Records:
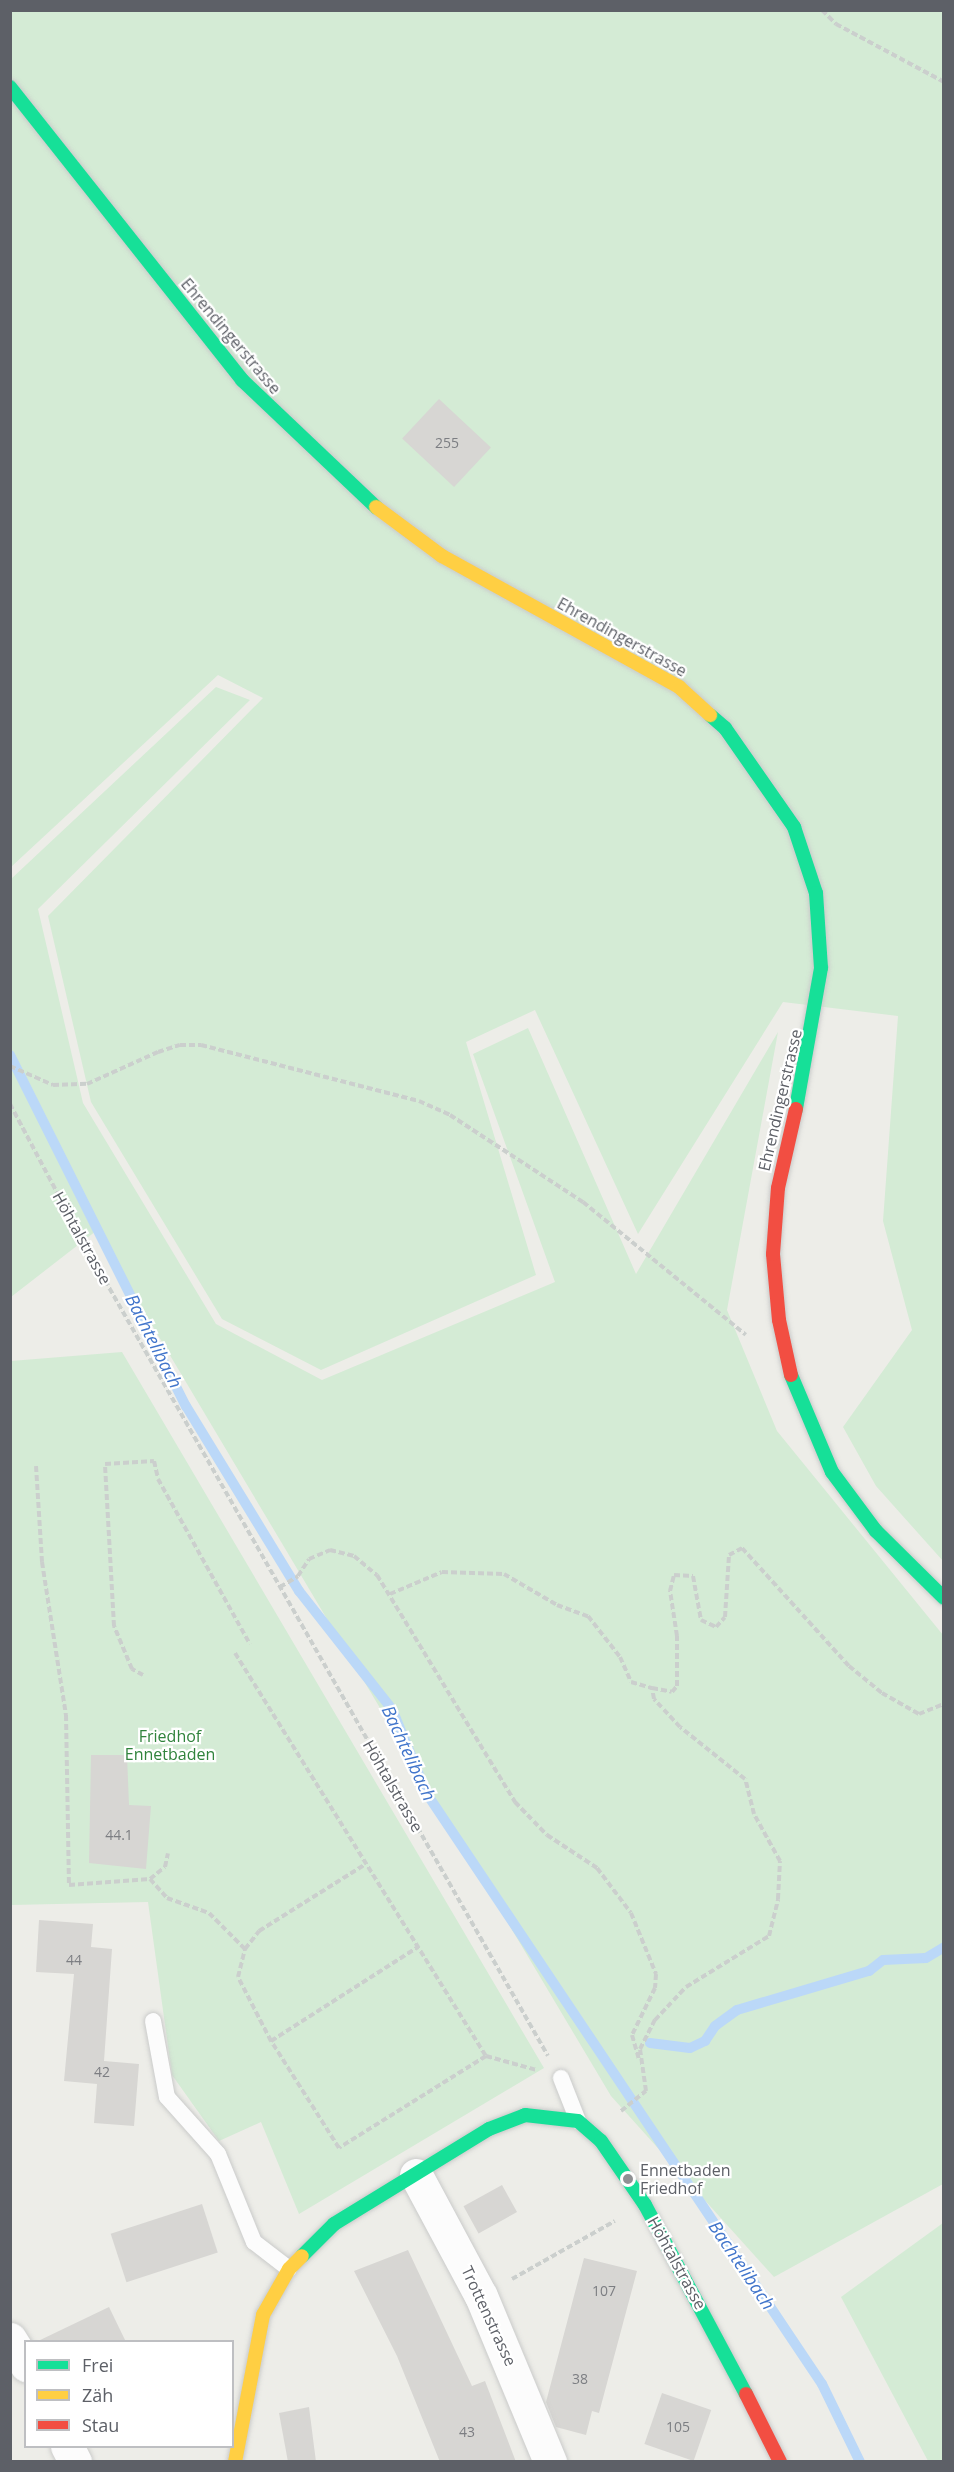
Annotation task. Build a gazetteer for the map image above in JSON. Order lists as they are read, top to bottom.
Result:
{
  "streets": {
    "main road": ["Ehrendingerstrasse", "Höhtalstrasse"],
    "street": ["Trottenstrasse"]
  },
  "water": ["Bachtelibach"],
  "parks": ["Friedhof Ennetbaden"],
  "places": ["Ennetbaden Friedhof"],
  "house_numbers": [
    "255",
    "44.1",
    "44",
    "42",
    "107",
    "38",
    "105",
    "43"
  ],
  "legend": ["Frei", "Zäh", "Stau"]
}
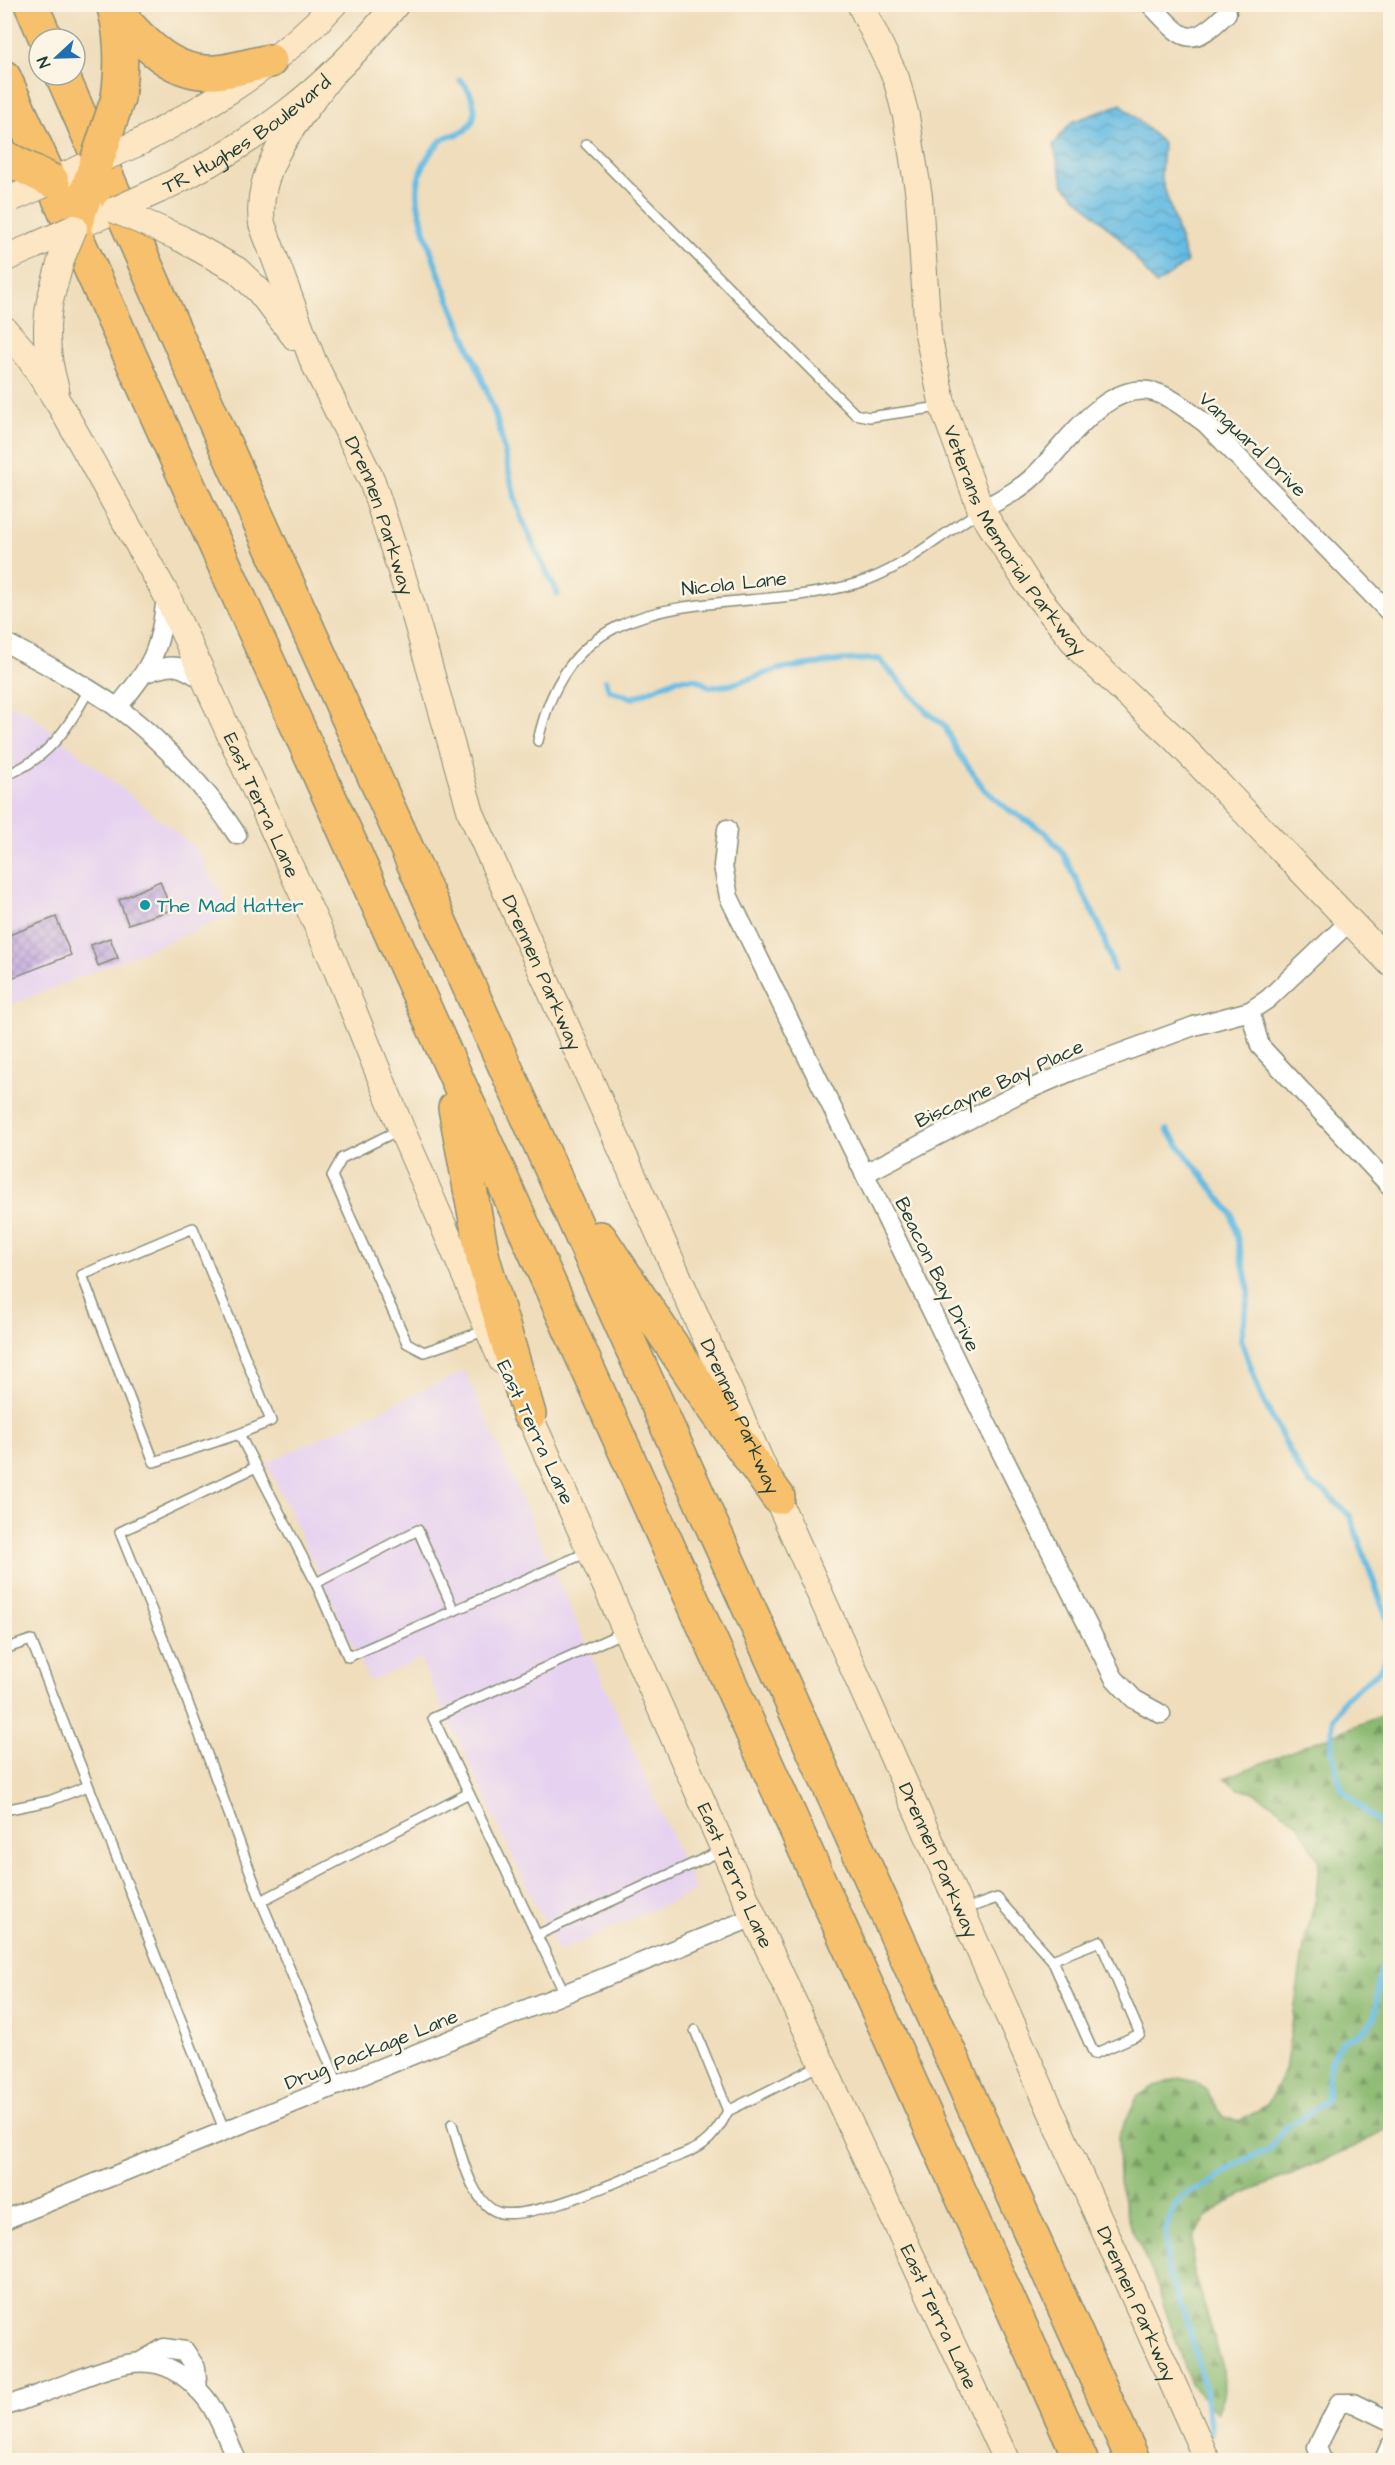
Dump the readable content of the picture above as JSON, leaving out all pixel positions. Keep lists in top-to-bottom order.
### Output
{
  "streets": {
    "main road": [
      "TR Hughes Boulevard",
      "Drennen Parkway",
      "Veterans Memorial Parkway",
      "East Terra Lane"
    ],
    "street": [
      "Vanguard Drive",
      "Biscayne Bay Place",
      "Beacon Bay Drive",
      "Drug Package Lane"
    ],
    "lane": ["Nicola Lane"]
  },
  "crossings": [
    ["Vanguard Drive", "Veterans Memorial Parkway"],
    ["Vanguard Drive", "Nicola Lane"],
    ["Veterans Memorial Parkway", "Nicola Lane"],
    ["East Terra Lane", "Drug Package Lane"],
    ["Biscayne Bay Place", "Beacon Bay Drive"]
  ],
  "places": ["The Mad Hatter"],
  "north": "left"
}
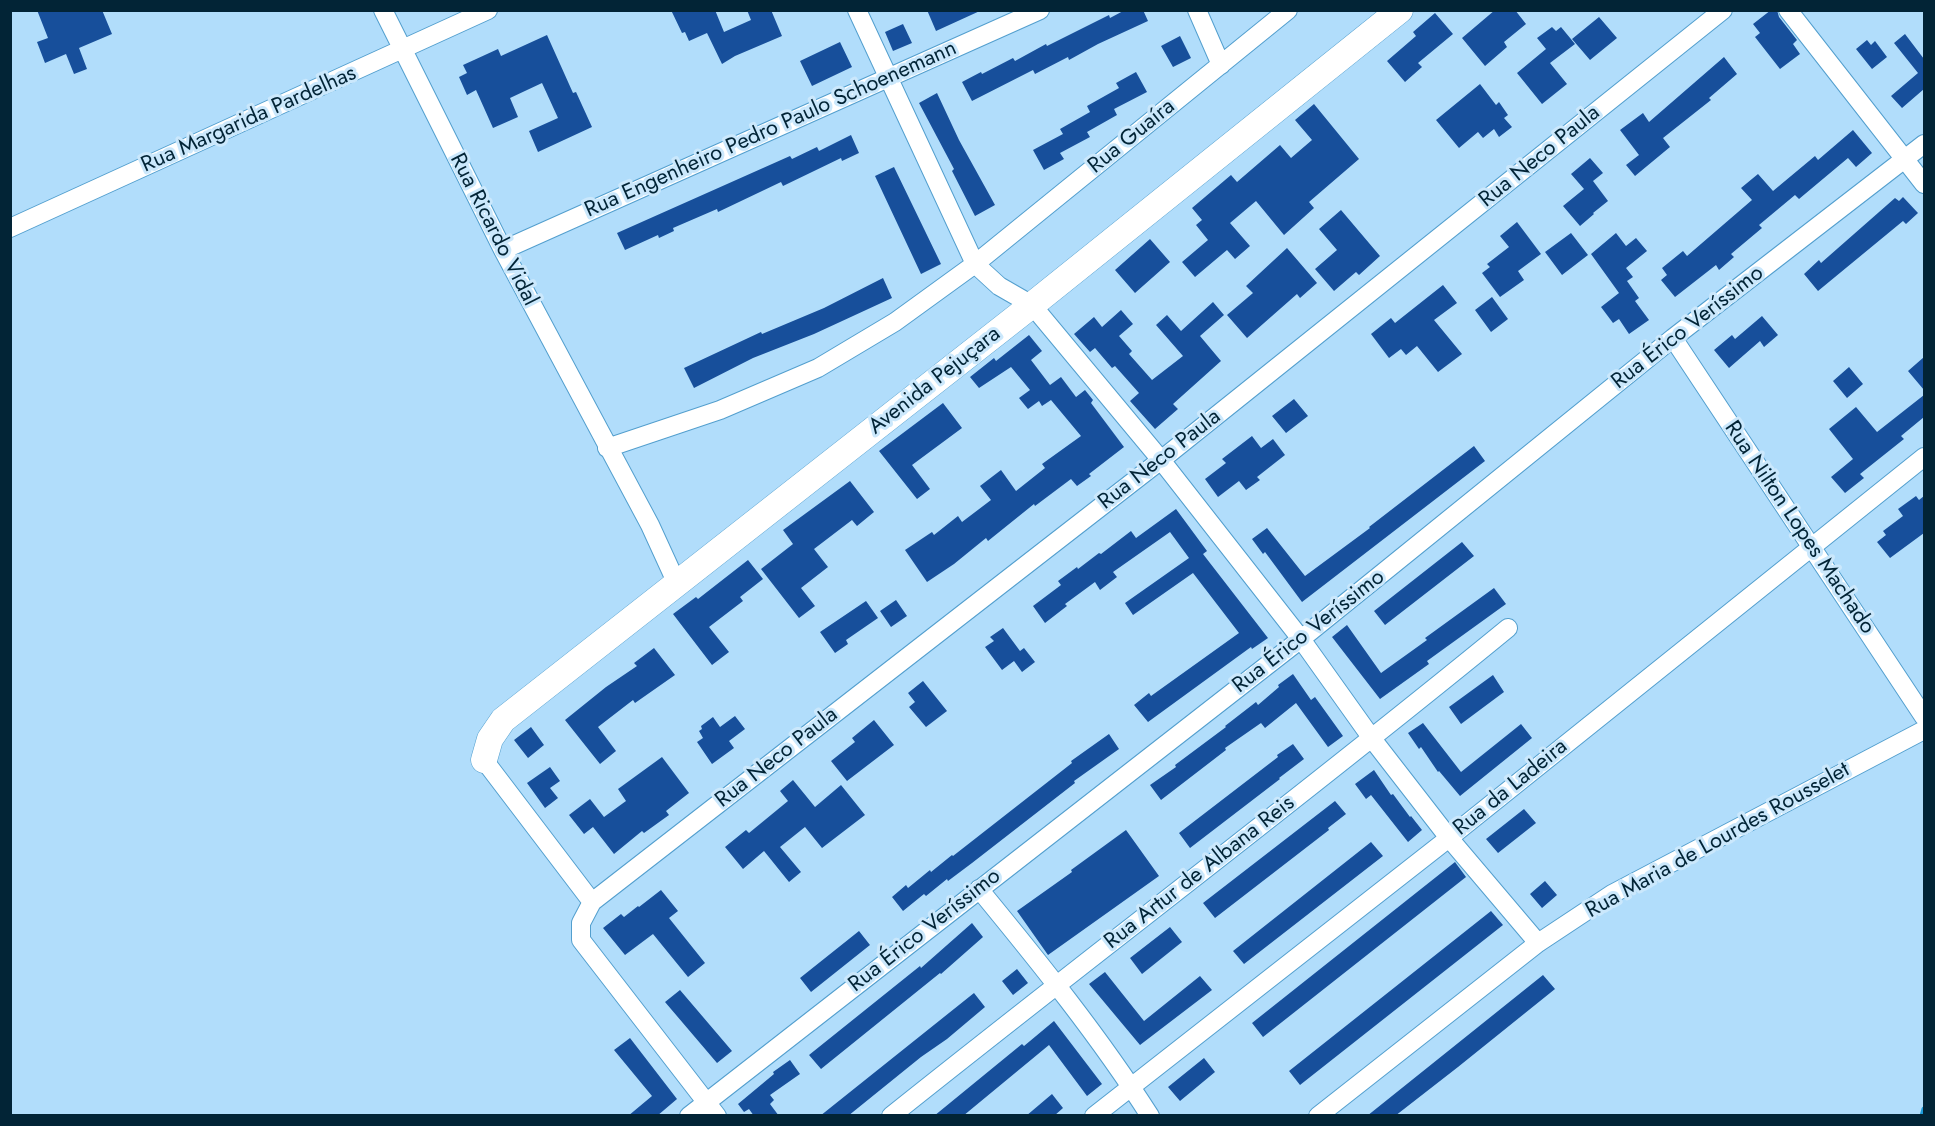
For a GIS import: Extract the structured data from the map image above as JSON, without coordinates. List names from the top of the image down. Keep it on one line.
{"streets":{"street":["Rua Margarida Pardelhas","Rua Engenheiro Pedro Paulo Schoenemann","Rua Guaíra","Rua Neco Paula","Rua Ricardo Vidal","Rua Érico Veríssimo","Avenida Pejuçara","Rua Nilton Lopes Machado","Rua da Ladeira","Rua Maria de Lourdes Rousselet","Rua Artur de Albana Reis"]},"crossings":[["Rua Margarida Pardelhas","Rua Ricardo Vidal"],["Rua Engenheiro Pedro Paulo Schoenemann","Rua Ricardo Vidal"],["Rua Guaíra","Rua Ricardo Vidal"],["Rua Ricardo Vidal","Avenida Pejuçara"],["Rua Érico Veríssimo","Rua Nilton Lopes Machado"],["Rua Nilton Lopes Machado","Rua da Ladeira"]]}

What needs to be done: Lines that contain "lists" are the result; find them in the entries above and copy each one.

Task output:
Annotation task. Build a gazetteer for the map image above in JSON. Order lists as they are read, top to bottom.
Dump the readable content of the picture above as JSON, leaving out all pixel positions. Keep lists in top-to-bottom order.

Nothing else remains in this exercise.